Idosas que esperavam por cirurgia há um mês são operadas

Paulo Francisco
Especial para o UOL Notícias
De Natal (RN)

No hospital Itorn, na terça-feira pela manhã, seis cirurgias ortopédicas foram realizadas em pacientes que estavam internados desde o final de dezembro à espera de um anestesiologista.

Crise em Natal

  • Paulo Francisco/UOL

    O maior hospital público de Natal (PB), o Walfredo Gurgel, não tem mais onde alojar seus pacientes depois de quase um mês da crise da saúde. "Aqui está parecendo a Faixa de Gaza", disse o neurocirurgião José Luciano de Araujo.

Entre os operados estavam Adília Maria Correira, 94 anos, Dulcinéa Monteiro, 79, e o garoto Gleydson Jonas dos Santos, 13, que foram personagens de uma reportagem do UOL Notícias na segunda (26/1).

Outras três mulheres, que tinham entre 70 e 83 anos, também fizeram suas cirurgias de fêmur. Elas também aguardavam desde o final de dezembro. Segundo os familiares dos pacientes, a informação do hospital foi que uma anestesiologista se prontificou a realizar o procedimento gratuitamente.

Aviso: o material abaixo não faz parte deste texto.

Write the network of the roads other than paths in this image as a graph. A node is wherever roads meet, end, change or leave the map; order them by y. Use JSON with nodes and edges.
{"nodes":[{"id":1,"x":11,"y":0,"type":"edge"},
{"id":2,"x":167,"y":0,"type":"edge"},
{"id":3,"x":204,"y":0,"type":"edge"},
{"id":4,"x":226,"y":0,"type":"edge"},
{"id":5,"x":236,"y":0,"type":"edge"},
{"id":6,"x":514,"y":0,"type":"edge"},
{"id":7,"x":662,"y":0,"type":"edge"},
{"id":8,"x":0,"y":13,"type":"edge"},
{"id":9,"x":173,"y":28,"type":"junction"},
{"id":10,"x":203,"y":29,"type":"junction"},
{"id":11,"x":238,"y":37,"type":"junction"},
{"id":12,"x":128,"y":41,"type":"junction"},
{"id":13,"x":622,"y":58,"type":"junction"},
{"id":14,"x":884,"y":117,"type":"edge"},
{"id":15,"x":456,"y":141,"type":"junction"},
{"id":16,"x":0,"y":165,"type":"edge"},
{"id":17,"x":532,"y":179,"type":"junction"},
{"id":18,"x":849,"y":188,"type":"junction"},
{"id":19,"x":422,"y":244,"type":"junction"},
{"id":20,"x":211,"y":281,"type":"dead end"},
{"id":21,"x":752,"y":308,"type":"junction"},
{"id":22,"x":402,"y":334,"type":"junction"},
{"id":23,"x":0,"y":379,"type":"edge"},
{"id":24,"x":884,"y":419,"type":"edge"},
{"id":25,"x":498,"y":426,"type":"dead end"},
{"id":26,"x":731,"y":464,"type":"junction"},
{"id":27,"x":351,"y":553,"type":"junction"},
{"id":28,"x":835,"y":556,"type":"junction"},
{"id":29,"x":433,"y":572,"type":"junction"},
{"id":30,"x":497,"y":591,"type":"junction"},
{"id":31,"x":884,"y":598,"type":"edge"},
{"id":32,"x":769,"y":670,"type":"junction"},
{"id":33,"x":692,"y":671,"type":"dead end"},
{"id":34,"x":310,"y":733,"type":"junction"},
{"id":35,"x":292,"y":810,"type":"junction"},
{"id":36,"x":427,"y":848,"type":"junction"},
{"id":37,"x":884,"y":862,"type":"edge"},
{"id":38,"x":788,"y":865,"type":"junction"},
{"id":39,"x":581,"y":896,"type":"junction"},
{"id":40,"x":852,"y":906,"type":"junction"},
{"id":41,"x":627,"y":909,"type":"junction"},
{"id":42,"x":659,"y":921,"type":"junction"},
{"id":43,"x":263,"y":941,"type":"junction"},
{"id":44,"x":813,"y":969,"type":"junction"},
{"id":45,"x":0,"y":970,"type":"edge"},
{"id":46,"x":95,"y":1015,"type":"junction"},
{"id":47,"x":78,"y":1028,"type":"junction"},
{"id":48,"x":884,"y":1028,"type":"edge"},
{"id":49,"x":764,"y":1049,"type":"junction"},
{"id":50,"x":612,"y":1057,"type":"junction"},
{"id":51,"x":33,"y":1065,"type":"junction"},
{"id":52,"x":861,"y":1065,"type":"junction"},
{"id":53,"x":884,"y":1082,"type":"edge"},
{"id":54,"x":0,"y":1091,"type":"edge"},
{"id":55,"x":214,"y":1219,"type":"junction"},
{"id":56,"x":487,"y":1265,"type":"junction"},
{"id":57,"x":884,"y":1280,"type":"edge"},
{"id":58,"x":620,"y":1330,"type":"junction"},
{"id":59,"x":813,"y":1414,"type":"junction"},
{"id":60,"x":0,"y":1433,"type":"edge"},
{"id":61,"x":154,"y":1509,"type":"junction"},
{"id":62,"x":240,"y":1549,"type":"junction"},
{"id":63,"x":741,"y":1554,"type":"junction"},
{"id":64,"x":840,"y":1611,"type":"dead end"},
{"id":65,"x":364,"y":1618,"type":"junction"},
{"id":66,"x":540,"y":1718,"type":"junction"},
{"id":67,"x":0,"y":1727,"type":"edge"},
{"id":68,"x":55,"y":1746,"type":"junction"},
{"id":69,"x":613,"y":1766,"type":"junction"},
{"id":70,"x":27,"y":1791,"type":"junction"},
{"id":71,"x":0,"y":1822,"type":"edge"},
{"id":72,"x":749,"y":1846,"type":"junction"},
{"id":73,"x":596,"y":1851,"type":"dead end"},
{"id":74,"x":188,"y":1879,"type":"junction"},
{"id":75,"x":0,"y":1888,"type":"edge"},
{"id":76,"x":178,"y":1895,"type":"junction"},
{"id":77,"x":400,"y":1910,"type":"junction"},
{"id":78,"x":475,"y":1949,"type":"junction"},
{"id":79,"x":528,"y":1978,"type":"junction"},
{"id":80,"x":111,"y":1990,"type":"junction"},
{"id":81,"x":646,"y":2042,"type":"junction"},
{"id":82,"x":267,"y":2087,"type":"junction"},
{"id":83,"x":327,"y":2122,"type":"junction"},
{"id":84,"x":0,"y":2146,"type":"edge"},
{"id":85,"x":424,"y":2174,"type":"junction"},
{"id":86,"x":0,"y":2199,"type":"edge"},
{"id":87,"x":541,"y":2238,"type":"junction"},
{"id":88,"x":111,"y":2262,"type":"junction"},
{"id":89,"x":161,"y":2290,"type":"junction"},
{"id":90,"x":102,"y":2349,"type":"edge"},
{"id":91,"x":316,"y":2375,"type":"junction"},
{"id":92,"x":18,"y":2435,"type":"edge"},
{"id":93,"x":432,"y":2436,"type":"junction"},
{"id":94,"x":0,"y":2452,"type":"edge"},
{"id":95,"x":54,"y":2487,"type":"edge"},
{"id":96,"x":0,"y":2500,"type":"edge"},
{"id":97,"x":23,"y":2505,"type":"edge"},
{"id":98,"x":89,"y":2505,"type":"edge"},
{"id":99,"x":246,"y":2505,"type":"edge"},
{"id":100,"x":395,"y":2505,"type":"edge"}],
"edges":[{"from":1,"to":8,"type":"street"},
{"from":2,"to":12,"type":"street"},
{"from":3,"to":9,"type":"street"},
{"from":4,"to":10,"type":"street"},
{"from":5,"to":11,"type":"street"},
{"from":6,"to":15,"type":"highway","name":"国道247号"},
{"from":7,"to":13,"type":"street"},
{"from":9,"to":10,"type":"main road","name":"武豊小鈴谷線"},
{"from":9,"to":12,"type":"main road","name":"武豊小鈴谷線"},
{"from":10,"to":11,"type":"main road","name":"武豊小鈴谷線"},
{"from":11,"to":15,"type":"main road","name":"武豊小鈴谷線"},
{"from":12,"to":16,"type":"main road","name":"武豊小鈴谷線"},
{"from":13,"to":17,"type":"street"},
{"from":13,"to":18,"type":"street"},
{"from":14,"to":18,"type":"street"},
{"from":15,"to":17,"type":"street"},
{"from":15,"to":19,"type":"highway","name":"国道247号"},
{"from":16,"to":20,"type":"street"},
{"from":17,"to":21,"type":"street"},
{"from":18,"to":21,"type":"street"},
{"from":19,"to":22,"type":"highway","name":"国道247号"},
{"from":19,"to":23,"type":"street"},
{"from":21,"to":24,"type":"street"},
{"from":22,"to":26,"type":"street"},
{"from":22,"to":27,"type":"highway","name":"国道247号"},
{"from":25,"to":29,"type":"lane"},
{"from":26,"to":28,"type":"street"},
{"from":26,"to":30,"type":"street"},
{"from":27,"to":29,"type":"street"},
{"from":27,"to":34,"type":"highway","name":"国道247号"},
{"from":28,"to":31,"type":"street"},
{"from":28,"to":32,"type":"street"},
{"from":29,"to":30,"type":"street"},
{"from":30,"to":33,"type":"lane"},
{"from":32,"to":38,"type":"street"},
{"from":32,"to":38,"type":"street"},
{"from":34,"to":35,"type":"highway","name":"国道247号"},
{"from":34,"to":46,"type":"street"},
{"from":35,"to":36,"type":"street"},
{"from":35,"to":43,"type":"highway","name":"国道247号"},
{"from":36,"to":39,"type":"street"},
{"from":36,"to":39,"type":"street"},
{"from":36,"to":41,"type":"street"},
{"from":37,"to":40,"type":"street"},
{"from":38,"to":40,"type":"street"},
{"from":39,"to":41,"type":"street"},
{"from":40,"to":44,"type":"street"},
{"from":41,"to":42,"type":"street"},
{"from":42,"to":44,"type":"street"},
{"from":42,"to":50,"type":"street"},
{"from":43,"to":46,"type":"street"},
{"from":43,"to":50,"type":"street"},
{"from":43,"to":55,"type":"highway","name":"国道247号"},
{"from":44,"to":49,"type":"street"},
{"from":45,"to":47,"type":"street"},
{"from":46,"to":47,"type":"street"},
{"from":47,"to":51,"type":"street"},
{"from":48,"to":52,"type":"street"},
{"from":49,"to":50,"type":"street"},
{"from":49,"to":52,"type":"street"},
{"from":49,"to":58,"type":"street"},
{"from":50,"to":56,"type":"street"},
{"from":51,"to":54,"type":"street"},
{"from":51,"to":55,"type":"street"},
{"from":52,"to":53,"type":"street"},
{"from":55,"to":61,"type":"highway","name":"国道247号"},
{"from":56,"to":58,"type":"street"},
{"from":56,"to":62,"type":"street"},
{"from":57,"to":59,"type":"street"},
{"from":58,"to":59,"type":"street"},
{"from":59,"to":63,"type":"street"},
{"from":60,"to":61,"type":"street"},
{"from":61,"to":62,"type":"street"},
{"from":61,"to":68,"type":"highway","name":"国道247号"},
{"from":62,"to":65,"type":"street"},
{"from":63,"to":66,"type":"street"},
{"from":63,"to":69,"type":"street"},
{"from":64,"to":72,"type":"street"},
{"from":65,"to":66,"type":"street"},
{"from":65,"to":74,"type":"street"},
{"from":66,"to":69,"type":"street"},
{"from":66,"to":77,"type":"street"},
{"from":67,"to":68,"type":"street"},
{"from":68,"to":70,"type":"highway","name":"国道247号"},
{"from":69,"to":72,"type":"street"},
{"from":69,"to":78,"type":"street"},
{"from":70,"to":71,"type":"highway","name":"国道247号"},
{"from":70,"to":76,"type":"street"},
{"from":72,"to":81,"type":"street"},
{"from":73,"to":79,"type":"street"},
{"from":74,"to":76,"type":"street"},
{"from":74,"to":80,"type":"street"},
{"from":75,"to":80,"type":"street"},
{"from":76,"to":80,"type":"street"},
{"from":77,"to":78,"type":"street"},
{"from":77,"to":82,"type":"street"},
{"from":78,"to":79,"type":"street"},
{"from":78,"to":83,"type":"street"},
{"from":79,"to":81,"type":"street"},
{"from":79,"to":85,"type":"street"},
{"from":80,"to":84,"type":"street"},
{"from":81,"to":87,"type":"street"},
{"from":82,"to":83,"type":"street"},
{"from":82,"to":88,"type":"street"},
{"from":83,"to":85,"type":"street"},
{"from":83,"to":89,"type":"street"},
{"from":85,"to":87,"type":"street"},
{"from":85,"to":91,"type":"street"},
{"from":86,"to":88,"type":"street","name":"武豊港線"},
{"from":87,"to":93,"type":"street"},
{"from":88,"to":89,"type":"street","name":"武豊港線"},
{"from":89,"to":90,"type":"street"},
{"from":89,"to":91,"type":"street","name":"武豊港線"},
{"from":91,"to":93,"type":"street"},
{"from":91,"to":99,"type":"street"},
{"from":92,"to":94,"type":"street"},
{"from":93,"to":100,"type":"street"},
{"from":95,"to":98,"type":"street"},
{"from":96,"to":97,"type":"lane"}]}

Até o dia 31 de dezembro, três hospitais conveniados com o Sistema Único de Saúde atuavam com anestesistas contratados por meio de uma cooperativa da categoria.

Com o fim dos contratos e a recomendação do Ministério Público para que o governo do Estado não os renovasse, vários pacientes ficaram internados no Itorn aguardando cirurgias por falta de anestesiologistas.

Muitas famílias denunciaram o fato à Promotoria de Saúde de Natal, que recebeu dos hospitais a informação de que não podiam realizar as cirurgias por falta de anestesiologistas. As promotoras de Saúde de Natal, Iara Pinheiro e Elaine Cardoso, já deram entrada com ações na 5ª Vara da Fazenda Pública da Justiça Estadual para garantir as cirurgias nos hospitais conveniados, onde cerca de 300 pessoas estão numa fila aguardando a presença de um anestesista na equipe médica. Mas até ontem o juiz não havia dado nenhum despacho.